Trim 7 takes aim at SharePoint.
Two new modules introduced in TRIM 7, due out in the Pacific region on 31 March, indicate HP's priorities with its first major release of the ECM platform since acquiring it from Australia's Tower Software in March 2008.
HP TRIM for SharePoint Records Management and HP TRIM for SharePoint Archiving are at the forefront of HP's drive to maintain relevance the SharePoint era.
Kris Brown, Worldwide Product Manager HP TRIM, admits the space dominated by TRIM in Australian government and enterprise records management now faces major competition with local platforms built with a specific focus on capturing documents from SharePoint.
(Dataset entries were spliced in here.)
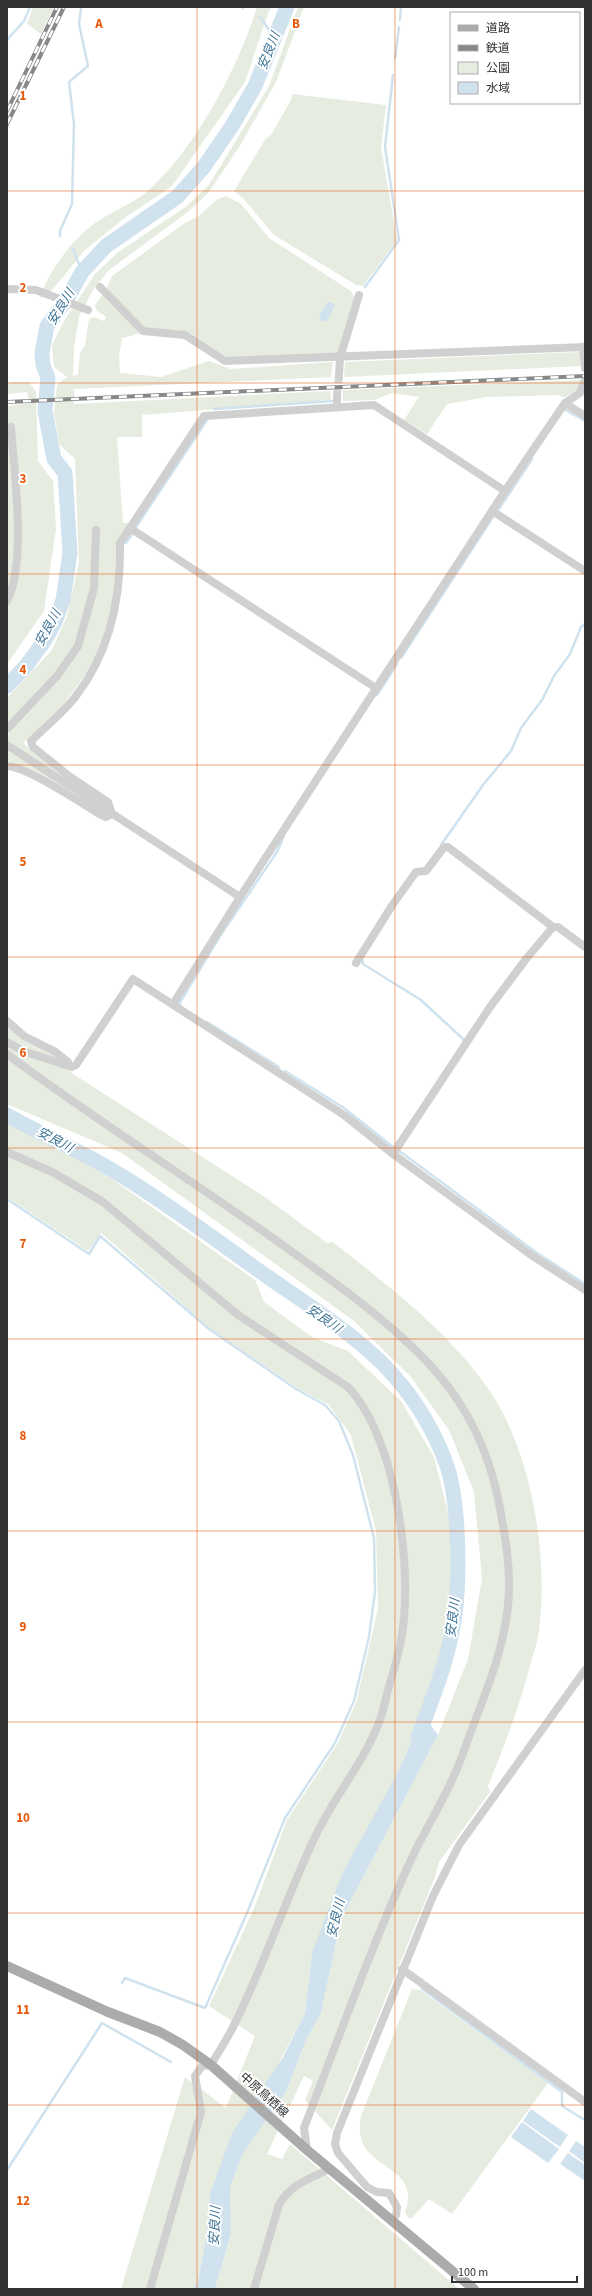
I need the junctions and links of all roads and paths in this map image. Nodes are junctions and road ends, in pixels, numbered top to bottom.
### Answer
1 (100, 286) dead end
2 (7, 289) edge
3 (359, 295) dead end
4 (86, 310) dead end
5 (584, 347) edge
6 (340, 358) junction
7 (585, 368) edge
8 (338, 376) tunnel mouth
9 (585, 380) edge
10 (337, 395) tunnel mouth
11 (565, 403) junction
12 (336, 407) junction
13 (585, 416) edge
14 (11, 427) dead end
15 (506, 491) junction
16 (492, 511) junction
17 (130, 528) junction
18 (96, 530) dead end
19 (585, 571) edge
20 (7, 601) edge
21 (376, 688) junction
22 (7, 729) edge
23 (7, 745) edge
24 (7, 766) edge
25 (112, 814) junction
26 (240, 897) junction
27 (553, 927) junction
28 (585, 947) edge
29 (356, 963) dead end
30 (173, 1004) junction
31 (7, 1021) edge
32 (7, 1042) edge
33 (7, 1054) edge
34 (76, 1065) junction
35 (7, 1152) edge
36 (393, 1154) junction
37 (585, 1290) edge
38 (585, 1670) edge
39 (7, 1966) edge
40 (402, 1969) junction
41 (214, 2068) junction
42 (585, 2102) edge
43 (307, 2150) junction
44 (329, 2169) junction
45 (391, 2220) junction
46 (150, 2289) edge
47 (254, 2289) edge
48 (474, 2289) edge

1 - 6 street
2 - 4 street
3 - 6 street
5 - 6 street
5 - 7 street
6 - 8 street
9 - 11 street
10 - 12 street
11 - 13 street
11 - 15 street
12 - 15 street
12 - 17 street
14 - 20 street
15 - 16 street
16 - 19 street
16 - 21 street
17 - 21 street
17 - 25 street
18 - 22 street
21 - 26 street
23 - 25 street
24 - 25 street
25 - 26 street
26 - 30 street
27 - 28 street
27 - 29 street
27 - 36 street
30 - 34 street
30 - 36 street
31 - 34 street
32 - 34 street
33 - 43 street
35 - 41 street
36 - 37 street
38 - 40 street
39 - 41 main road, 中原鳥栖線
40 - 42 street
40 - 45 street
41 - 43 main road, 中原鳥栖線
41 - 46 street
43 - 44 main road, 中原鳥栖線
44 - 45 main road, 中原鳥栖線
44 - 47 street
45 - 48 main road, 中原鳥栖線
"SharePoint's global reach is huge," said Brown, and all the analysts give it a tick for its integration with Office, which is dominant on the desktop, and provides easy collaboration."
"However analysts are starting to realise its limitations in managing enterprise content"
"TRIM provides enterprise-level records management, both physical and electronic," said Brown. "The user can live and breathe in SharePoint with physical records management done in TRIM."
The TRIM 7 SharePoint modules will also address the challenge of managing and archiving the Web 2.0 content that is part and parcel of SharePoint-based collaboration, blogs, wikis, discussions, documents, and Team sites.
All SharePoint list items can be mapped to TRIM content types and business rules used to manage and archive these. It can also provide scheduled archiving of SharePoint team Sites.
The module seamlessly archives specific list objects in SharePoint Server, or entire SharePoint Server sites, to HP TRIM. This happens behind the scenes, which allows users to take entire SharePoint Server sites offline while ensuring continued access to information.
HP has also put a major focus in modernising the architecture of TRIM 7 to provide 64-bit support for Windows Server 2008. The TRIM "thick" client will remain as Windows only, however a new thin client will provide broad desktop platform support.